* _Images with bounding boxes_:
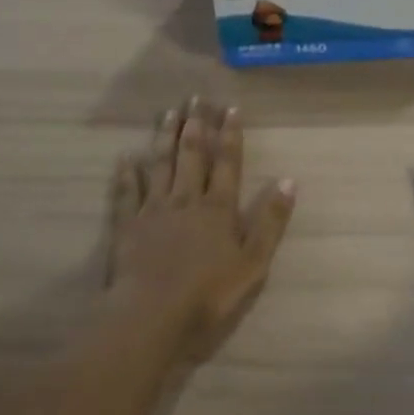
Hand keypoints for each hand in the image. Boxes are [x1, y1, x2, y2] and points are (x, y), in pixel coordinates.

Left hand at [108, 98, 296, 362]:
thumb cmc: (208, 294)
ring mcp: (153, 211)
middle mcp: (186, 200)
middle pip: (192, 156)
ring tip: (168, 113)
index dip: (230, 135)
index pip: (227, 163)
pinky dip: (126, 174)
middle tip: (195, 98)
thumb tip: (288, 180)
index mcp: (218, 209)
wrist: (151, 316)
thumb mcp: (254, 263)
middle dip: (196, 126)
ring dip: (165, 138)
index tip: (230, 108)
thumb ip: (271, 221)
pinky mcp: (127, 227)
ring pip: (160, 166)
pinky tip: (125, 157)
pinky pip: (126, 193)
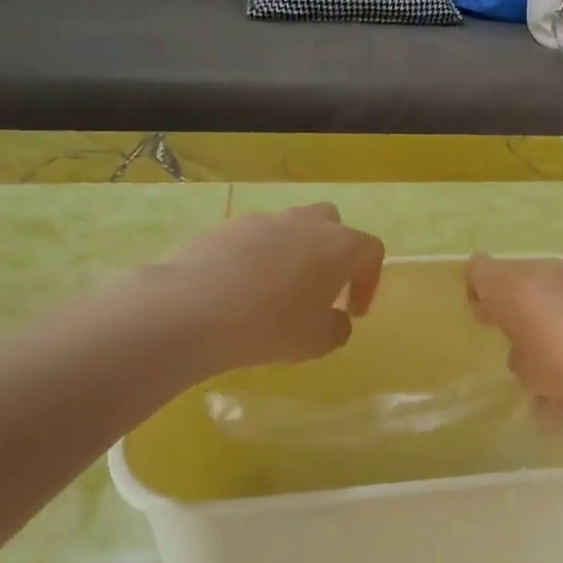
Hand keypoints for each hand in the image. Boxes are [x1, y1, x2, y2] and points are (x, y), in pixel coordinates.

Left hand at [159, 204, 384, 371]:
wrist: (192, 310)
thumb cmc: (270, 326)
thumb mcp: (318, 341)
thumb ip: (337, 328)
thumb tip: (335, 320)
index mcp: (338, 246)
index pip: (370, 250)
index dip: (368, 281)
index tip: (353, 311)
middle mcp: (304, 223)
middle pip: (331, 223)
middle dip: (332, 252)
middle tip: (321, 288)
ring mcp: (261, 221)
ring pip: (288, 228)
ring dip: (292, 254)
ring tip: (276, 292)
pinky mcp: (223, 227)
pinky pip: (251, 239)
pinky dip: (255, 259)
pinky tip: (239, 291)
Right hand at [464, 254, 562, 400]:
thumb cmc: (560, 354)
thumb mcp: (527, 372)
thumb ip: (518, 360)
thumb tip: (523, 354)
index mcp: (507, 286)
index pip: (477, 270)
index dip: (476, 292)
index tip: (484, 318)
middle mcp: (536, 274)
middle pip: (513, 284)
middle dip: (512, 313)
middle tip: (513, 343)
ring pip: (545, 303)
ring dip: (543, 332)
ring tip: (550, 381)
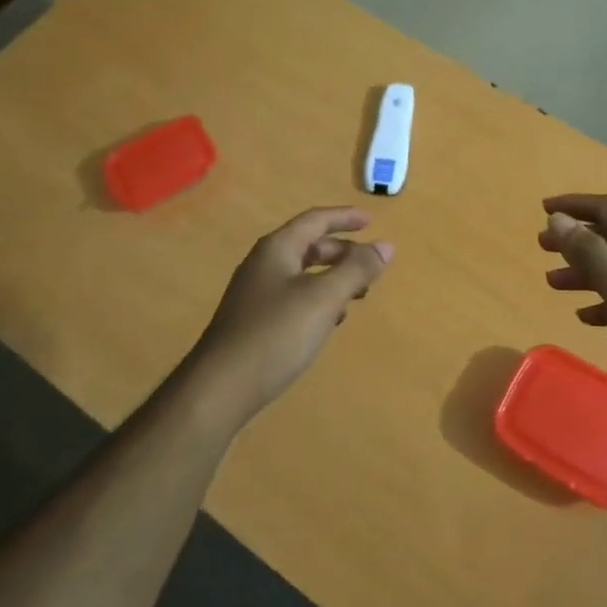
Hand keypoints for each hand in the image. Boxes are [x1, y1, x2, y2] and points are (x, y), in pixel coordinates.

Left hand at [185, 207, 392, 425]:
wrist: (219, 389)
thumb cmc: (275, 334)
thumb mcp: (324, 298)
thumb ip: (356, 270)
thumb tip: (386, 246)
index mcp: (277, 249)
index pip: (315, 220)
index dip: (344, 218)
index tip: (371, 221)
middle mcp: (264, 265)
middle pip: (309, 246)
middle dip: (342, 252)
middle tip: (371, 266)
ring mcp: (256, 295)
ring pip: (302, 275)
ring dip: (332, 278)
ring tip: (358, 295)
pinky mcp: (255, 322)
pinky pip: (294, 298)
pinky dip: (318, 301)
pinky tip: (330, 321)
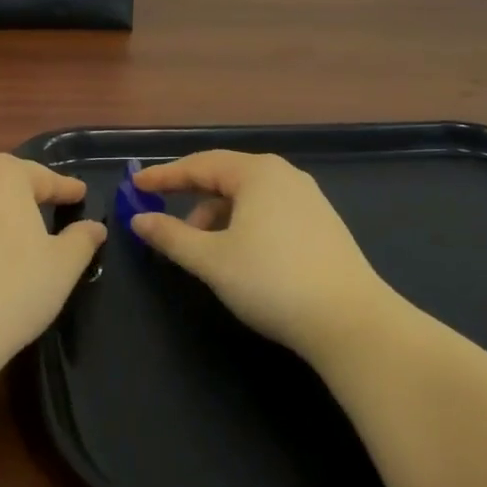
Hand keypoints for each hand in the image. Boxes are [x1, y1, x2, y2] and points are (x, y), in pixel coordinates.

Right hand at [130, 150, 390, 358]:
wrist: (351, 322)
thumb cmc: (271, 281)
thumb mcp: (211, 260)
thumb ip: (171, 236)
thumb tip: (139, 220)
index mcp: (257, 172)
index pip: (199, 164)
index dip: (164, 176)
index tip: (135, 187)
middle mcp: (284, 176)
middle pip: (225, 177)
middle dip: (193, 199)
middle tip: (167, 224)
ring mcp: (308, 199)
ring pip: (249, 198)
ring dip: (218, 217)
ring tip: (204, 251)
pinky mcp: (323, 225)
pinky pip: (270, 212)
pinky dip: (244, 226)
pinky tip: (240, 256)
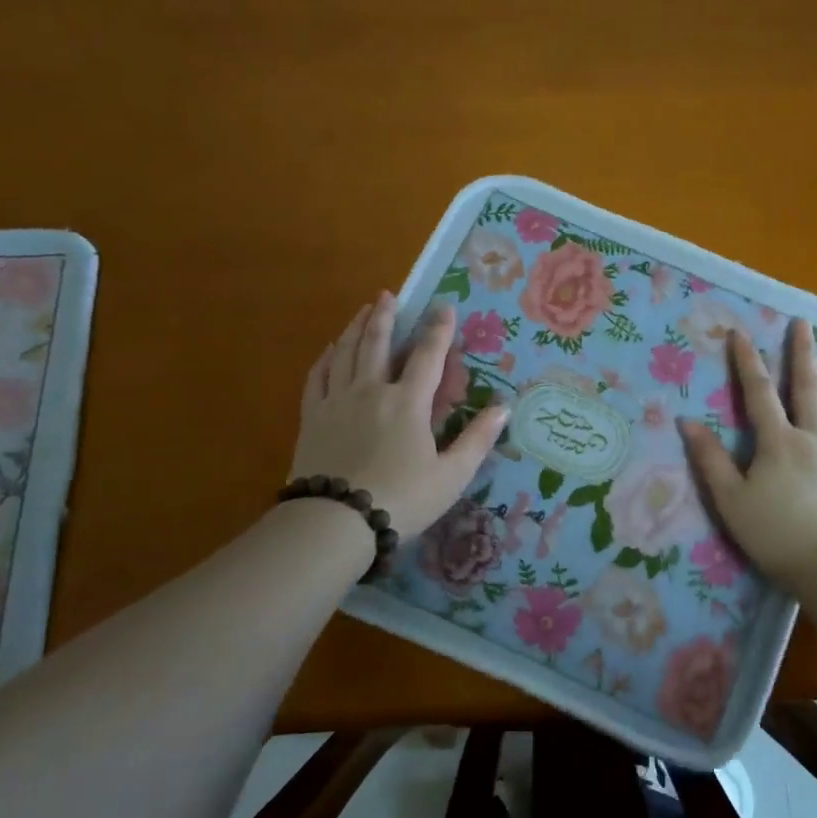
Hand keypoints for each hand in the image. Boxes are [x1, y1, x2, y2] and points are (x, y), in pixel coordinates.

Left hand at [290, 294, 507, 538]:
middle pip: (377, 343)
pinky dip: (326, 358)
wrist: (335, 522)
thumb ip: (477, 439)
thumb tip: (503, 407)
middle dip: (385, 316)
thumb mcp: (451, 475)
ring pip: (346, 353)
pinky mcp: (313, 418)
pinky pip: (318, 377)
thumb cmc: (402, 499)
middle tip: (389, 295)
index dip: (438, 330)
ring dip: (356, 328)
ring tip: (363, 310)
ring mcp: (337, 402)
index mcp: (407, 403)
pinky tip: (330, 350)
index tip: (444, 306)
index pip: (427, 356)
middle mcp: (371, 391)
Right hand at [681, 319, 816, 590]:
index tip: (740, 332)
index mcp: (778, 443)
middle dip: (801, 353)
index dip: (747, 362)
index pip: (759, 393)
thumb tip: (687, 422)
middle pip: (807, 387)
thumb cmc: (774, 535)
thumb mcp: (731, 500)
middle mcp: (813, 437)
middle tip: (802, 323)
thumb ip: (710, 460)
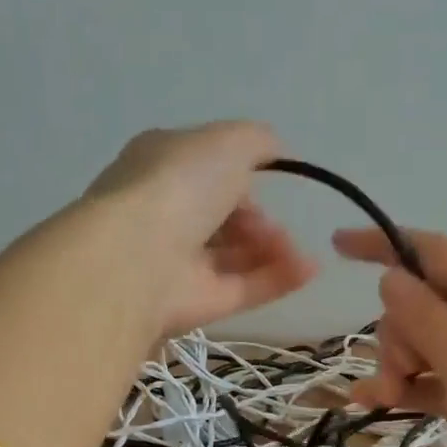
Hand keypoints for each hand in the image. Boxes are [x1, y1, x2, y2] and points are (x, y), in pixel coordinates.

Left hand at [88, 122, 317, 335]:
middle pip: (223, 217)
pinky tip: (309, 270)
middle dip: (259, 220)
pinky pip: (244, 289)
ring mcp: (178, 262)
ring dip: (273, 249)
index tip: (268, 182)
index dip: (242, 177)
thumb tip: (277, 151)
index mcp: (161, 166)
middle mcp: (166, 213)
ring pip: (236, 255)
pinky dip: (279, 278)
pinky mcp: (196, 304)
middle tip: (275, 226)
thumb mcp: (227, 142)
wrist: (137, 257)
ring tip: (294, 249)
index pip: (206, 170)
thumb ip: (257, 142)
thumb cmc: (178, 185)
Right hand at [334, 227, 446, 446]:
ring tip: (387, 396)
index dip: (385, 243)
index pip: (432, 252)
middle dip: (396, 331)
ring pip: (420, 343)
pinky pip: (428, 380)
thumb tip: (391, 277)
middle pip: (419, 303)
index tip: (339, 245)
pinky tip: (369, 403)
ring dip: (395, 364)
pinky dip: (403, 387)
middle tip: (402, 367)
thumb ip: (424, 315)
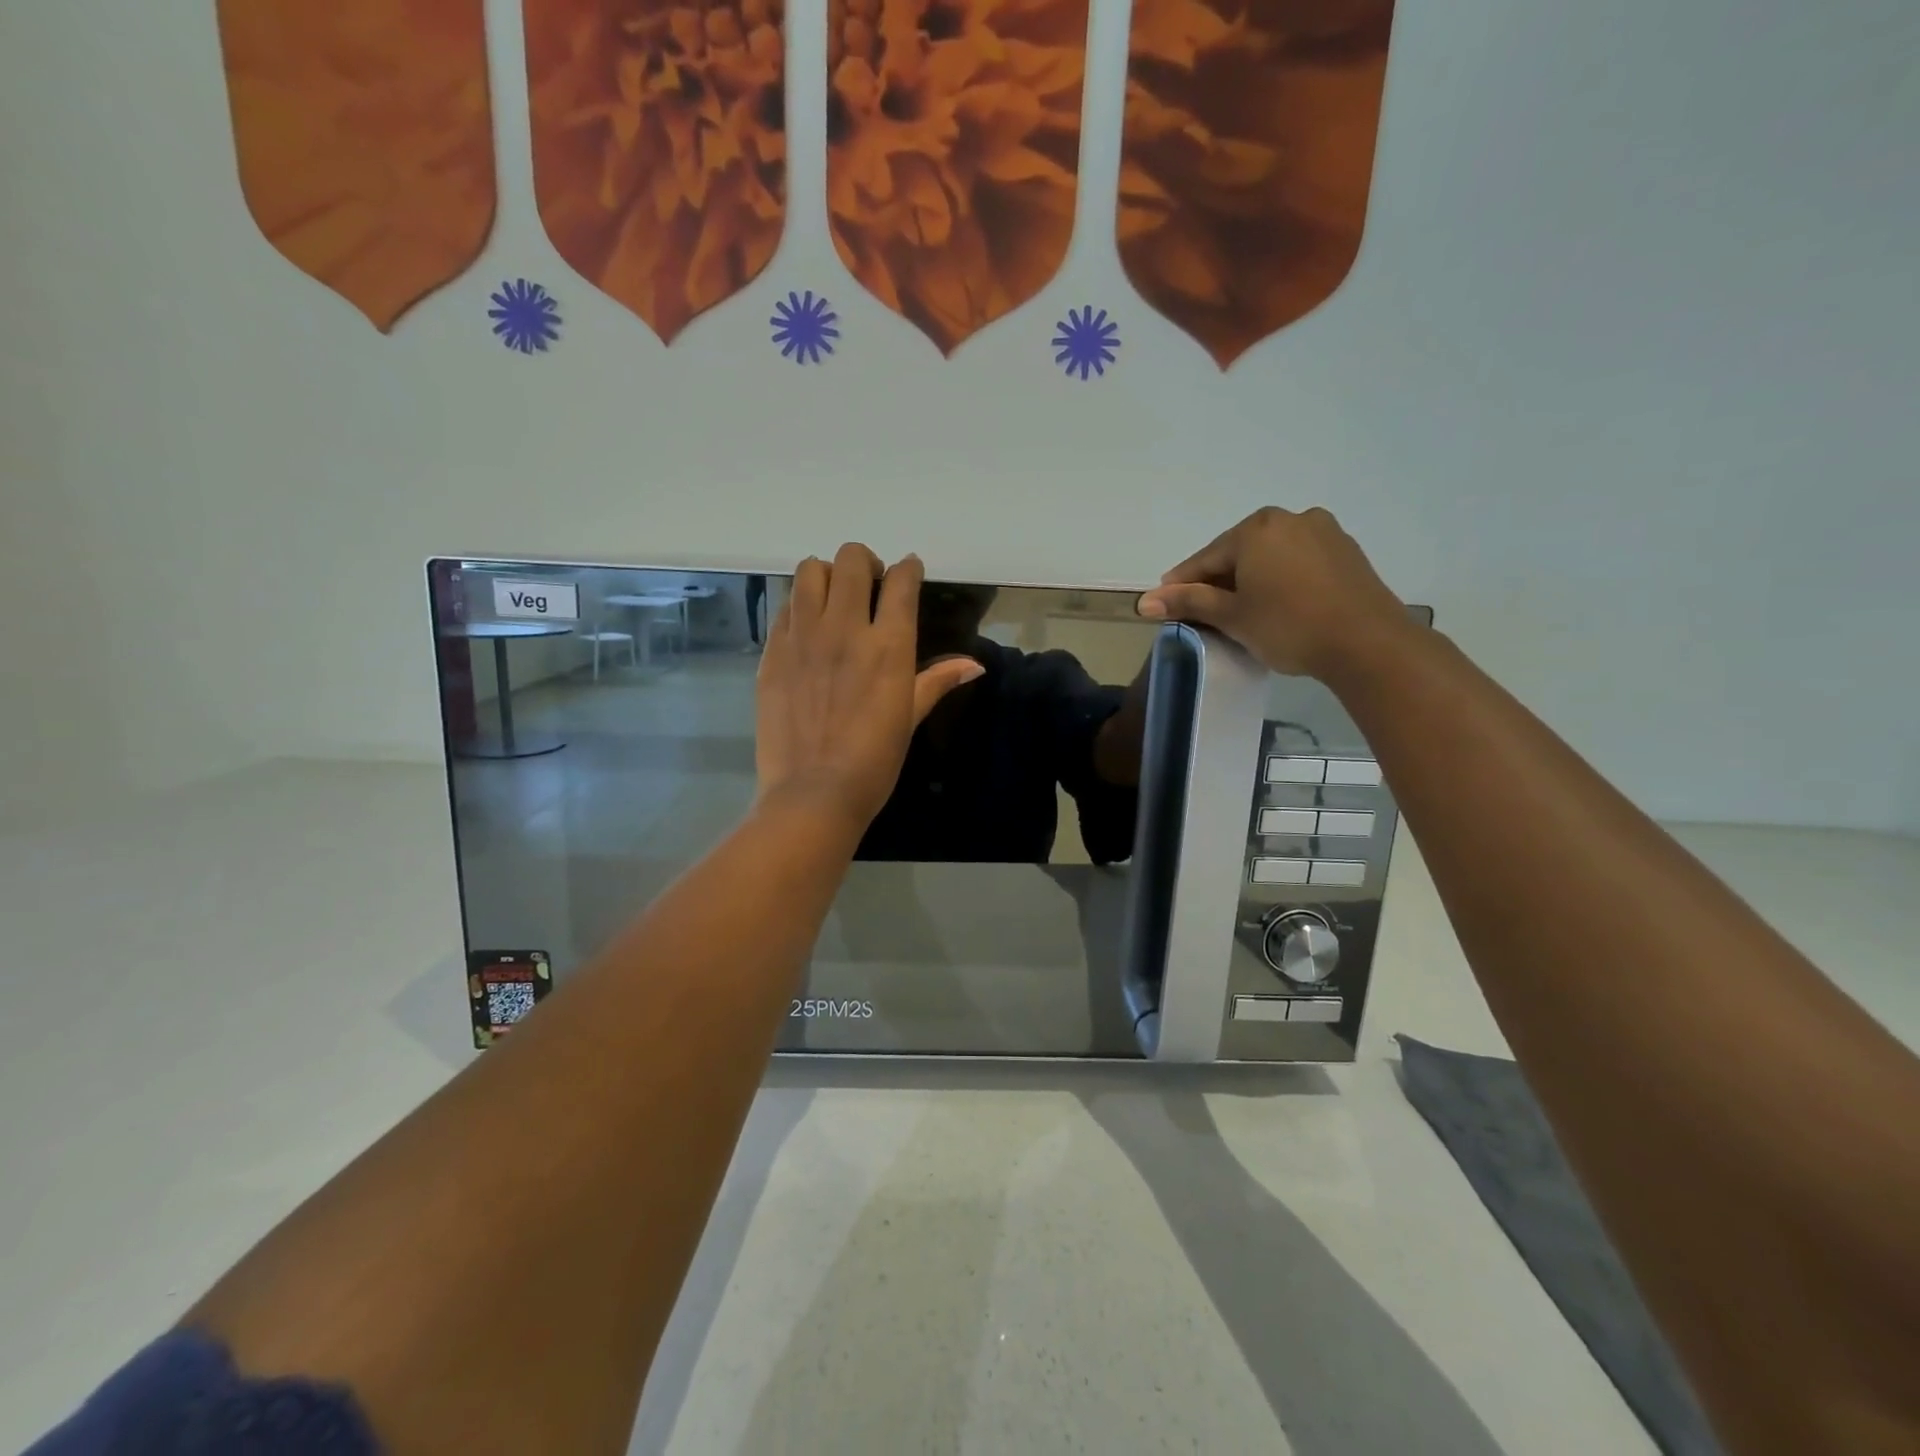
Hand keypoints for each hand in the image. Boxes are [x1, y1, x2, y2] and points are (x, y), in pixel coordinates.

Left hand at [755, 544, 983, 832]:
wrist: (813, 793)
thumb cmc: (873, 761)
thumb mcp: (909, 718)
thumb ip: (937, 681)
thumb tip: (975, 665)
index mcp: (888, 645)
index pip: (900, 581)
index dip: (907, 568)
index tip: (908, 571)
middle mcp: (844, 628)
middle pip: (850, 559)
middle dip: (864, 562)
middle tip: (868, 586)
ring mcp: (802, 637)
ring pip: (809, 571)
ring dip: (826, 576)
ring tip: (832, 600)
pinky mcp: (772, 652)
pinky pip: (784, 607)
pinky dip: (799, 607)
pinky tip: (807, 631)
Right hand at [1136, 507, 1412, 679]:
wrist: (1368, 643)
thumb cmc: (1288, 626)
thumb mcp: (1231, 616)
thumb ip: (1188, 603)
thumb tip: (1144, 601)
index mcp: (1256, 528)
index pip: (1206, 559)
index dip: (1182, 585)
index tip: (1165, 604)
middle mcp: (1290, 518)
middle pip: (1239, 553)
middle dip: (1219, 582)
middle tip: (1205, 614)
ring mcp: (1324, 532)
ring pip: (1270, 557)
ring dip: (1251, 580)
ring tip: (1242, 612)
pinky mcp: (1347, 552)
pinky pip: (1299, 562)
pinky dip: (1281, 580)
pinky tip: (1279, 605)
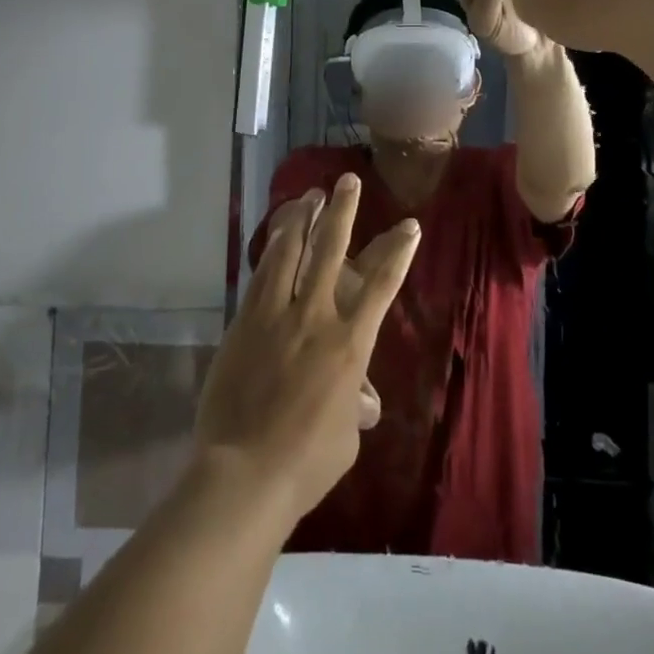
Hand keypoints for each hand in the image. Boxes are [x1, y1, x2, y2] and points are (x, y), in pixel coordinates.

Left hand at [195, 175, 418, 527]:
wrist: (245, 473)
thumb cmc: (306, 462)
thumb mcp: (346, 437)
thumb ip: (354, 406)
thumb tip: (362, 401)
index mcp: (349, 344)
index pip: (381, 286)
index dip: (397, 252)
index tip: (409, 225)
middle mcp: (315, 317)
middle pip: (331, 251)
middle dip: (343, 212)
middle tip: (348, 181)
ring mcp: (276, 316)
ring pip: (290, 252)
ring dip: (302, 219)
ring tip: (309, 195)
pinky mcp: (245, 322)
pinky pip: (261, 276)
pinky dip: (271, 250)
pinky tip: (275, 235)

* _What is needed_:
Please output, exactly as written, the lines above from the one holding "middle dip: (259, 220)" through the one holding "index dip: (907, 568)", both included, with the pictures omitted.

* _Answer to this exercise_:
middle dip: (259, 220)
pinky pip: (244, 289)
ring mcp: (178, 262)
ring dip: (273, 249)
index tip: (268, 182)
index dip: (242, 177)
thumb tip: (277, 151)
index mcp: (161, 166)
middle mcp: (166, 213)
ring pip: (236, 255)
pinky dip: (279, 278)
pinky mcp: (196, 304)
middle tip: (275, 226)
thumb mcp: (227, 142)
wrist: (137, 257)
ring tip: (294, 249)
index pip: (206, 170)
thumb ip: (257, 142)
thumb cmc: (178, 185)
Right hand at [334, 227, 446, 446]:
ring tip: (387, 396)
index dip: (385, 243)
index pip: (432, 252)
middle dip: (396, 331)
ring pip: (420, 343)
pinky pip: (428, 380)
thumb tip: (391, 277)
middle pip: (419, 303)
index tip: (339, 245)
pinky tip: (369, 403)
ring dip: (395, 364)
pinky dip: (403, 387)
middle tip: (402, 367)
thumb ip: (424, 315)
Hand keypoints for each hand in the image. Boxes are [x1, y1, x2, y2] and points are (x, y), in pixel coordinates.

Left hand at [755, 544, 983, 832]:
wrist: (813, 793)
thumb cmc: (873, 761)
thumb mcp: (909, 718)
thumb ip: (937, 681)
thumb tip: (975, 665)
index mcp: (888, 645)
index pip: (900, 581)
index dip: (907, 568)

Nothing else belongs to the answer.